Work required:
Go through the data below and count every line that has the word "Flyover". Return only the count.

Excerpts from a dataset:
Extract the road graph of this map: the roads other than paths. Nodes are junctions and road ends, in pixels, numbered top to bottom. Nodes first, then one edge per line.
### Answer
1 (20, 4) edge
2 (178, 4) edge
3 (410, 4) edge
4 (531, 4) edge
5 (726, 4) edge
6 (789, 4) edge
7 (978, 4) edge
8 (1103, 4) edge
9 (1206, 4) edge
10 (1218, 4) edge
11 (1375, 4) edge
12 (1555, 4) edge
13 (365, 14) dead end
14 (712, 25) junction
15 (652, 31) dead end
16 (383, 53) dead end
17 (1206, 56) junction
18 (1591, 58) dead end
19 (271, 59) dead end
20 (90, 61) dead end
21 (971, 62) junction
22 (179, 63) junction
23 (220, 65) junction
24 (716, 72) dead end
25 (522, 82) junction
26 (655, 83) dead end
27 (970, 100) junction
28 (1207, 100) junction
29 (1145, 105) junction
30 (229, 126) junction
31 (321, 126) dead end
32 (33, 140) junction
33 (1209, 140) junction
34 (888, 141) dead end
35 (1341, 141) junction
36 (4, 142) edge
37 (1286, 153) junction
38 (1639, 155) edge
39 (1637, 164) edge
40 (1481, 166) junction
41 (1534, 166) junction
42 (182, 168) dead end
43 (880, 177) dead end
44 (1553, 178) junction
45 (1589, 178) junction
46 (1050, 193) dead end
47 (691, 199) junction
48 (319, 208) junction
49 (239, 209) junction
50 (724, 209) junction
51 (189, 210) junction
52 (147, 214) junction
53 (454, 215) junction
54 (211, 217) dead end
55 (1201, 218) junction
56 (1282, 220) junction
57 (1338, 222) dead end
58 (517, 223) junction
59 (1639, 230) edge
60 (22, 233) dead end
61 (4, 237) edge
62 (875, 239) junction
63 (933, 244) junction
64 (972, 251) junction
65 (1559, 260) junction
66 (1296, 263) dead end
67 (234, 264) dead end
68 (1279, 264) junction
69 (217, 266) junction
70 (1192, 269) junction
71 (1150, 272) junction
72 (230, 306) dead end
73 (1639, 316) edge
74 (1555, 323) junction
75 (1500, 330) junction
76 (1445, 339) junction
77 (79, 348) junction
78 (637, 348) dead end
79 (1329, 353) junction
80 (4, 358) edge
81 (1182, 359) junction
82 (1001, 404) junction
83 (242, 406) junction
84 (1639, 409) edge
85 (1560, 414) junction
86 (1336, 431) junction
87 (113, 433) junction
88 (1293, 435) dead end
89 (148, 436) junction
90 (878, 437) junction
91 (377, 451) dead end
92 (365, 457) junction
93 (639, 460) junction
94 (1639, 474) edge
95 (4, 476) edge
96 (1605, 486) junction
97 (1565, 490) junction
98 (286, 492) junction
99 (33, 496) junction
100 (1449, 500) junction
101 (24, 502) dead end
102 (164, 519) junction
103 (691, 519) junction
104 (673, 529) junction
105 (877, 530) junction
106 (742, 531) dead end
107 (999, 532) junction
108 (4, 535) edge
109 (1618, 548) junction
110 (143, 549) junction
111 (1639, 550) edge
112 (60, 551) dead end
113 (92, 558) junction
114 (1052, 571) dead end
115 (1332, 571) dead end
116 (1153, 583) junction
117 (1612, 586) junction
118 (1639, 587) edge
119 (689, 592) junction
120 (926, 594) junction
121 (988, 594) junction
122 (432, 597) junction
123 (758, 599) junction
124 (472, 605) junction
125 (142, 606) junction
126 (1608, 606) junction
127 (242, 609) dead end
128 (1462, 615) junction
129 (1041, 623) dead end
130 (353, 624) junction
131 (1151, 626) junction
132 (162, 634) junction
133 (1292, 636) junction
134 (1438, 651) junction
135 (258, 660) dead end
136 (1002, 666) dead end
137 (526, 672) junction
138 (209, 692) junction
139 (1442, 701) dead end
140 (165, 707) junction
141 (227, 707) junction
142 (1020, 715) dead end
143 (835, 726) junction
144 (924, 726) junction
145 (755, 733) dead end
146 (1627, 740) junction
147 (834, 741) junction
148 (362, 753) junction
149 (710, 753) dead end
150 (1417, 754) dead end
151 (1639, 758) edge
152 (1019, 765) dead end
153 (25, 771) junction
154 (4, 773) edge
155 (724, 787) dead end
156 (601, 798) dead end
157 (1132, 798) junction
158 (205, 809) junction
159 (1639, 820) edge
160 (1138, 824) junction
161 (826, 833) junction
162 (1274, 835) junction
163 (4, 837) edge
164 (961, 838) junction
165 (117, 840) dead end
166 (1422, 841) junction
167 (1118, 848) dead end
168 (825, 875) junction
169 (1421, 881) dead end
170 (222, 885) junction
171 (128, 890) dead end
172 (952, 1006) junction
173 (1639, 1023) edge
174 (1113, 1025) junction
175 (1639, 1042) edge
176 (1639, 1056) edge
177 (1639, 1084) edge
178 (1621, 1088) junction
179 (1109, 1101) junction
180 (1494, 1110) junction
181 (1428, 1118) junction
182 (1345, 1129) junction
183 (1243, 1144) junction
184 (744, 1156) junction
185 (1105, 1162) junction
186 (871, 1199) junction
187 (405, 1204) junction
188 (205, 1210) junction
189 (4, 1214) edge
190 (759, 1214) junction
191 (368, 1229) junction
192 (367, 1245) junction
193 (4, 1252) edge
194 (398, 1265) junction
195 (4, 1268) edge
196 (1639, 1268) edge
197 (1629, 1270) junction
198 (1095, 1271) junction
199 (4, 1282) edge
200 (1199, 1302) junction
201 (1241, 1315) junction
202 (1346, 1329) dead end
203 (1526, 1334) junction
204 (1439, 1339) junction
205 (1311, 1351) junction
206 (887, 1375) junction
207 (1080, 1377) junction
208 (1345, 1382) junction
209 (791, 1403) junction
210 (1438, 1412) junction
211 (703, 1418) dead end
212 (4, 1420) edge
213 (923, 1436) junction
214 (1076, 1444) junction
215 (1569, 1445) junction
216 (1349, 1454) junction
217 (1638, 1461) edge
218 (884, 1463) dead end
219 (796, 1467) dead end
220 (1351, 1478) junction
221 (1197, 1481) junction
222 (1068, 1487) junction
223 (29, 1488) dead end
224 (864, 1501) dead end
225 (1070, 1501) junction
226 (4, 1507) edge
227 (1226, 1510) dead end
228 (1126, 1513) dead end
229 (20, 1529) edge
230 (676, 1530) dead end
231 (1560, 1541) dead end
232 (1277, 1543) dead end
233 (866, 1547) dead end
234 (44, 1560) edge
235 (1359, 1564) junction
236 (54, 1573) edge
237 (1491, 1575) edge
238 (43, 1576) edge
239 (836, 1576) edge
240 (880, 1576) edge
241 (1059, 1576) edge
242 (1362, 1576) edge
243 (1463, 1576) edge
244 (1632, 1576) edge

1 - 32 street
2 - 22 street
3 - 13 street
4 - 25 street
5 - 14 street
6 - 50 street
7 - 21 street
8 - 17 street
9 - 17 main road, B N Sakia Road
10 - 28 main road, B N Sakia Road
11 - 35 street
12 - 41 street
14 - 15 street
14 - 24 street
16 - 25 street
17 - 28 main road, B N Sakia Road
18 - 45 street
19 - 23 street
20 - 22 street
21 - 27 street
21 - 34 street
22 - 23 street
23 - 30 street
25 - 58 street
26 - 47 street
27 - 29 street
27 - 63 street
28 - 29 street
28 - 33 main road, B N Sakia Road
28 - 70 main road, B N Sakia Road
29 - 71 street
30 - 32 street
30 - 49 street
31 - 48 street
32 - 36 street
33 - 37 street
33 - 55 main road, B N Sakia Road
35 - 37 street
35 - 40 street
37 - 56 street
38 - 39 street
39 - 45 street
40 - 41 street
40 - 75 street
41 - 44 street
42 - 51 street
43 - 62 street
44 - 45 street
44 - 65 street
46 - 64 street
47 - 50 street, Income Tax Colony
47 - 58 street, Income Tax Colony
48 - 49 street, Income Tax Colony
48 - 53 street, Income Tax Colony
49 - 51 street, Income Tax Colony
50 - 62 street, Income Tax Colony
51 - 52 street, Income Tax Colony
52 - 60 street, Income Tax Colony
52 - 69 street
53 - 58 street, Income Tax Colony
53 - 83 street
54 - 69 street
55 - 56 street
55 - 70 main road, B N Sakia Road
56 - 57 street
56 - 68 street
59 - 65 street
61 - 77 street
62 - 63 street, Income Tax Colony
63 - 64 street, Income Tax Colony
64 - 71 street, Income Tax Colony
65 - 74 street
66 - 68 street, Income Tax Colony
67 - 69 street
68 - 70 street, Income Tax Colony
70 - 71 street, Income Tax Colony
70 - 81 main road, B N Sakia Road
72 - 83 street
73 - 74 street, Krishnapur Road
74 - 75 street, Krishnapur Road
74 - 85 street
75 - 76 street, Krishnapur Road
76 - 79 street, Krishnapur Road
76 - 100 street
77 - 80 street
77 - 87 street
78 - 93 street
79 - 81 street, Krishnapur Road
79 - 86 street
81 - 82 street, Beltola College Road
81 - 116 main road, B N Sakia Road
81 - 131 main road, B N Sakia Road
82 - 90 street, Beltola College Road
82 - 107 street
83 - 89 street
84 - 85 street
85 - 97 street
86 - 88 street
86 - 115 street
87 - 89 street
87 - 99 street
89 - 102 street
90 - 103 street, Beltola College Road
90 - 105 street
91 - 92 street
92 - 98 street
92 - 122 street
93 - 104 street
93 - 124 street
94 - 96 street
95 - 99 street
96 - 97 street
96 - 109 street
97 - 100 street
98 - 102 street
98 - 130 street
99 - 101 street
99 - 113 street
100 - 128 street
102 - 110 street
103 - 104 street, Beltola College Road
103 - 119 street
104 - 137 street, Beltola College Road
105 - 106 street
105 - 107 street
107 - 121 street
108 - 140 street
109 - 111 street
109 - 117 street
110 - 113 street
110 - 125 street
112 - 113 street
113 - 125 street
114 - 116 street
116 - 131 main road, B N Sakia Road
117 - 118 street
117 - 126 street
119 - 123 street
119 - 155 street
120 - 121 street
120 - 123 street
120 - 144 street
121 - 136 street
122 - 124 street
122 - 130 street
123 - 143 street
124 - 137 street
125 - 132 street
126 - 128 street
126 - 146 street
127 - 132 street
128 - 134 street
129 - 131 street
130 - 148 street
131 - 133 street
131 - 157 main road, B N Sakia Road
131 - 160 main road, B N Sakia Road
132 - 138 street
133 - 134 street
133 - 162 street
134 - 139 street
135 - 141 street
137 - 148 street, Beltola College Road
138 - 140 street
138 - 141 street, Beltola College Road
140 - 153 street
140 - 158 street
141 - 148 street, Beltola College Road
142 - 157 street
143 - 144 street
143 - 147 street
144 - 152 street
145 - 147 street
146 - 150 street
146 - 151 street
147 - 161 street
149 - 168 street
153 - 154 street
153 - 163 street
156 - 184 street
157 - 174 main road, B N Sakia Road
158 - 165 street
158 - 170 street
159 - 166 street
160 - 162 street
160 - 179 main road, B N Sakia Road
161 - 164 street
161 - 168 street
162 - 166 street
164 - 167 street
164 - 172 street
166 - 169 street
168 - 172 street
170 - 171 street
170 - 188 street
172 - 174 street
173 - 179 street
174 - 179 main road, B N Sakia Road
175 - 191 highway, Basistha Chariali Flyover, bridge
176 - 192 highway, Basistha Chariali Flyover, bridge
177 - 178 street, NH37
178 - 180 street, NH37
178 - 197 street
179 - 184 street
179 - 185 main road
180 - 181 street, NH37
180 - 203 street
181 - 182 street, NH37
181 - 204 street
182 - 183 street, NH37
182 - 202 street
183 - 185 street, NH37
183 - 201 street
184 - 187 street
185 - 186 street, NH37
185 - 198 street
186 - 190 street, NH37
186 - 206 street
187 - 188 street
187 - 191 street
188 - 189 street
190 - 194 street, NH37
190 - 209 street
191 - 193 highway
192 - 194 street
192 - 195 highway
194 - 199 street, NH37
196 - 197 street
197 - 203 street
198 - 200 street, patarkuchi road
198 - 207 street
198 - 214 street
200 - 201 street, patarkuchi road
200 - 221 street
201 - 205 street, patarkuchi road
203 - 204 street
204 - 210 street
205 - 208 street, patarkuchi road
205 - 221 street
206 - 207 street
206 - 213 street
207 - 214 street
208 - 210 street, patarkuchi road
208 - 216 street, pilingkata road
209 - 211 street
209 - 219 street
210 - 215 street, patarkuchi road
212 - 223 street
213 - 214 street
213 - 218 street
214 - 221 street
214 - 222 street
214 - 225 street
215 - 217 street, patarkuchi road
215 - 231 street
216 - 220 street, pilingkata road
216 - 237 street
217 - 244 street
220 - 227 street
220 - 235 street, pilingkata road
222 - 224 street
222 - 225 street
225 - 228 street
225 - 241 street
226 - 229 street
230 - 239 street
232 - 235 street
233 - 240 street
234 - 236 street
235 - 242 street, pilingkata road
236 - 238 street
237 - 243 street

Written answer:
2